Tony Best, President and CEO, commented, “St. Mary will grow production 10% on retained properties in 2008 with a program that is near expected cash flow. We have continued to broaden and strengthen our inventory of drilling opportunities as we execute our strategic shift to focus on resource plays. You can expect to see us entering emerging resource plays much earlier and in a more compelling way that will result in improved economics and multi-year drilling programs with the scope and scale to provide significant future growth. Our entry into the Maverick Basin during the past year is a perfect example, which now provides us with tremendous exposure to the emerging Eagleford and Pearsall shale plays. I am very pleased with the expansion and improvement of our portfolio and see new opportunities for growth in front of us.”
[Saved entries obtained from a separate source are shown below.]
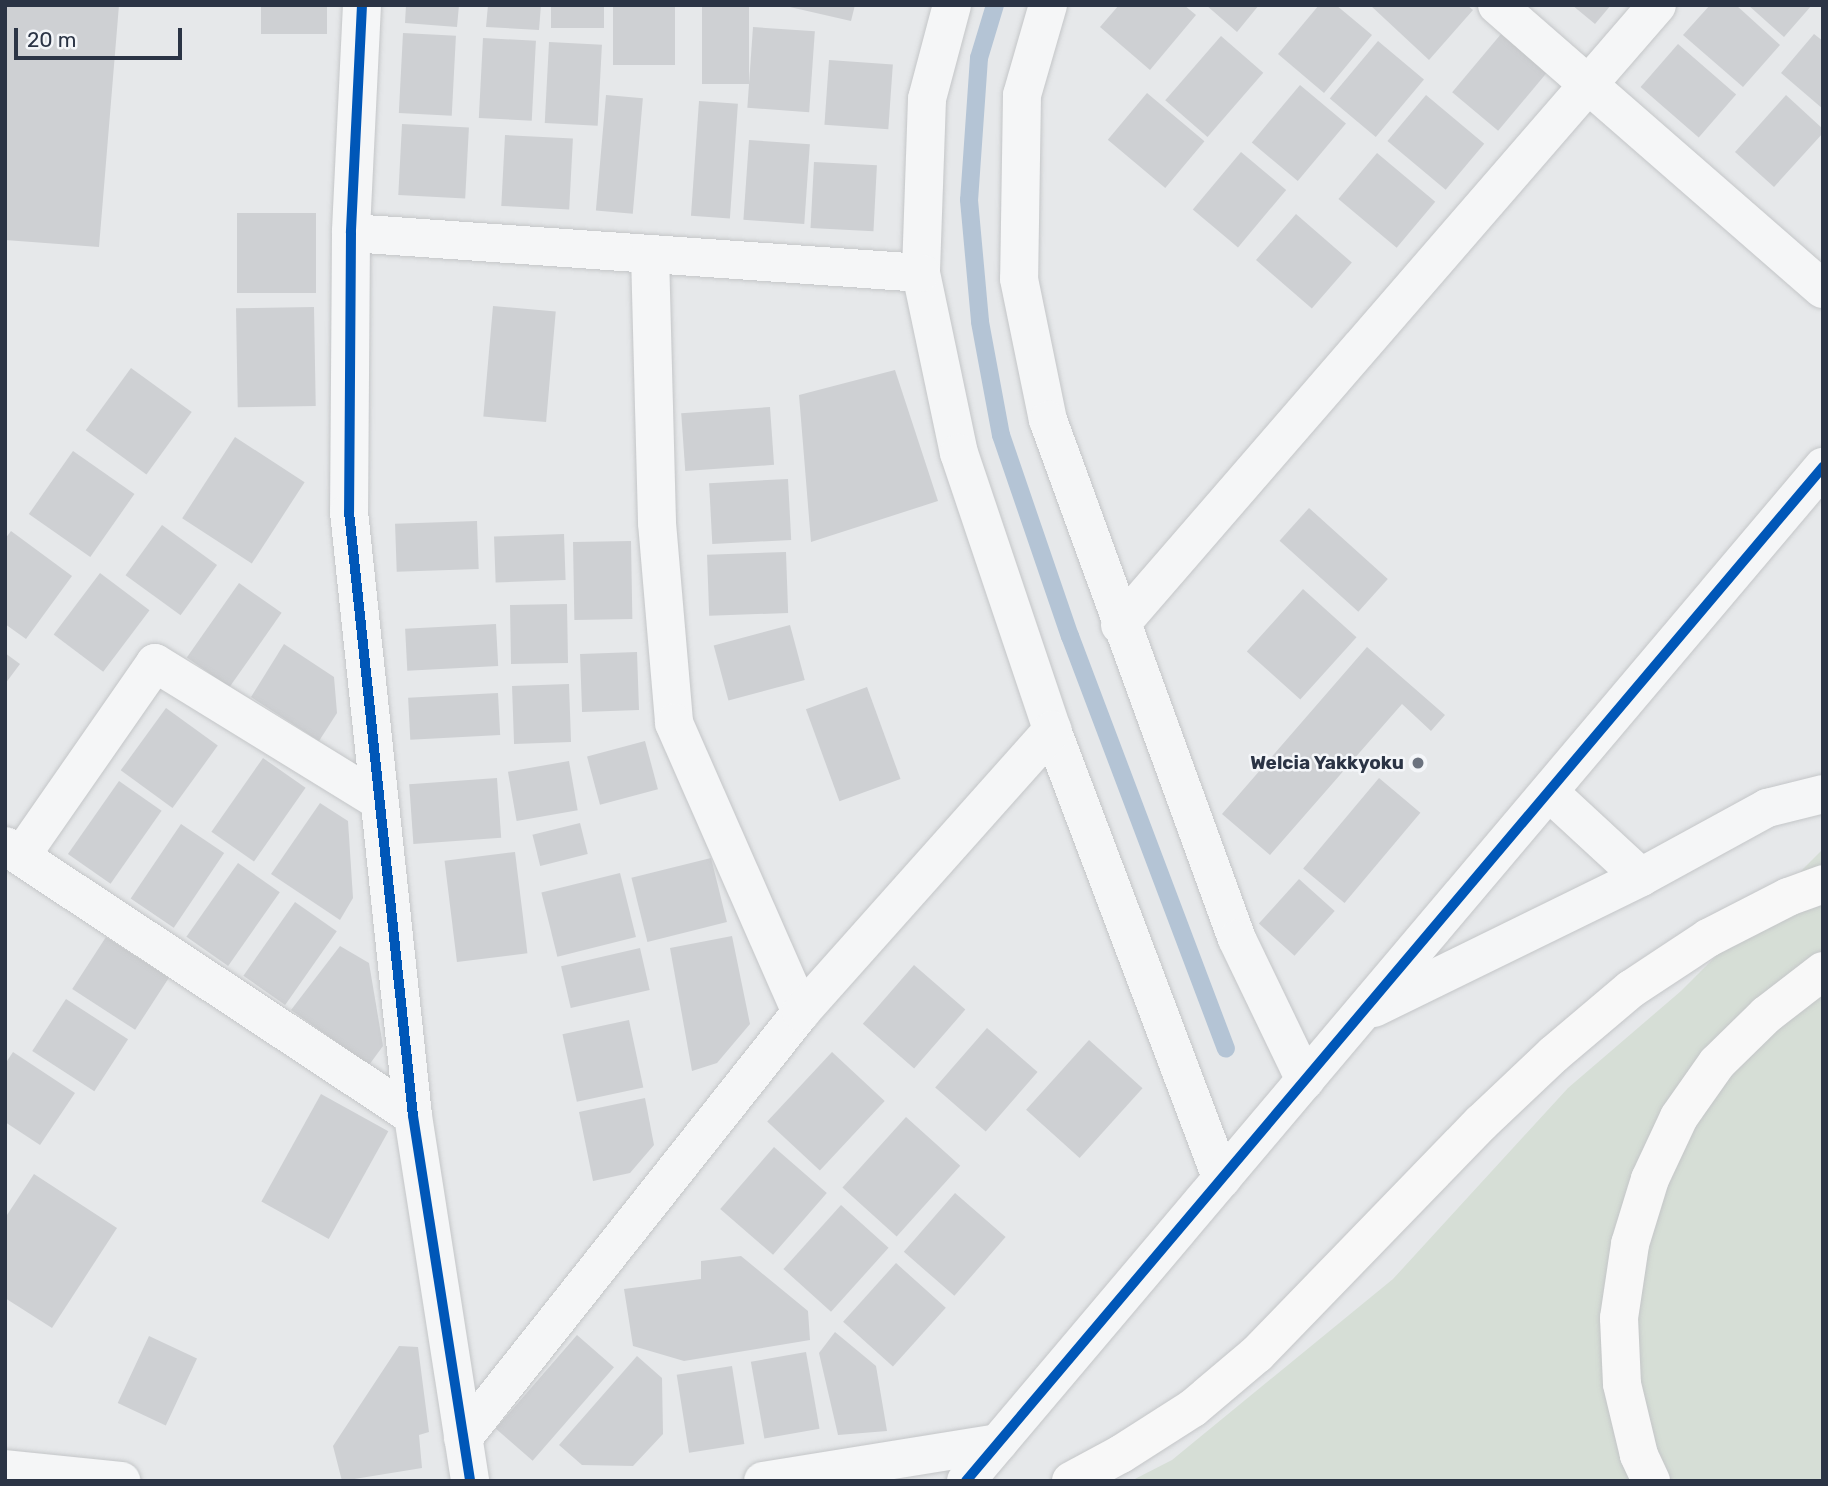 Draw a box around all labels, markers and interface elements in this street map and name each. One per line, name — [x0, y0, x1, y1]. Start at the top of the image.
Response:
scale bar — [18, 14, 186, 58]
text: 20 m — [27, 27, 76, 52]
place label: Welcia Yakkyoku — [1250, 752, 1404, 774]
marker: Welcia Yakkyoku — [1410, 755, 1426, 771] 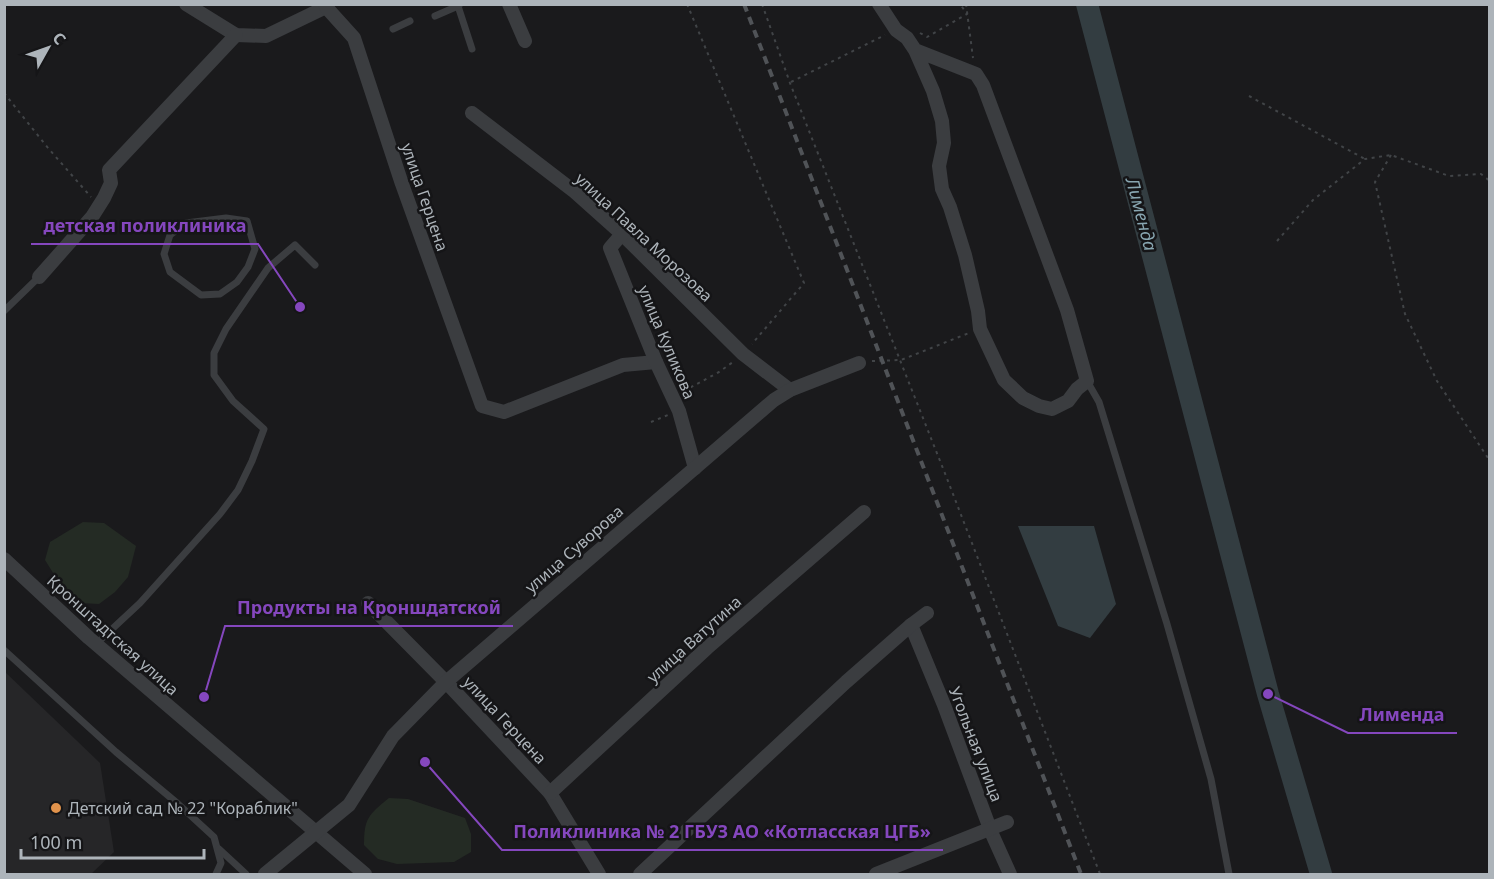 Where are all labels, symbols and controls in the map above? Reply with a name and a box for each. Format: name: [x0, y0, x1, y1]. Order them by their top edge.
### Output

The Company is encouraged by recent positive developments in the greater Maverick Basin. St. Mary entered the basin in the second half of 2007 with two acquisitions that primarily focused on the Olmos shallow gas play. At that time, the Company was aware of several other horizons of interest in the basin, including the Eagleford and Pearsall shales. Since that time, the Company has increased its acreage position through leasing efforts and a joint venture with TXCO Resources and Anadarko Petroleum. The joint venture allows St. Mary to earn up to approximately 75,000 net acres in Webb and Dimmit Counties as certain conditions are met. In the joint venture acreage, four horizontal wells have been drilled and are at various stages of testing. Two of these wells were horizontal re-entry wells targeting the Eagleford shale, while the Pearsall interval was tested with one horizontal re-entry well and one horizontal grass roots well. A recent announcement of a successful horizontal well by a competitor has drawn increased attention to the Eagleford shale. The competitor well is located in La Salle County, just east of Webb and Dimmit Counties where the Company’s joint venture acreage is located. Additionally, a successful well in northern Dimmit County targeting the Pearsall shale has been reported by TXCO Resources on acreage that is not part of the joint venture. Assuming the Company earns all of the acreage associated with the aforementioned joint venture, St. Mary will have captured over 210,000 net acres and 160,000 net acres in the Eagleford and Pearsall shales, respectively. The Company will begin testing on its acreage outside the joint venture in the next few quarters.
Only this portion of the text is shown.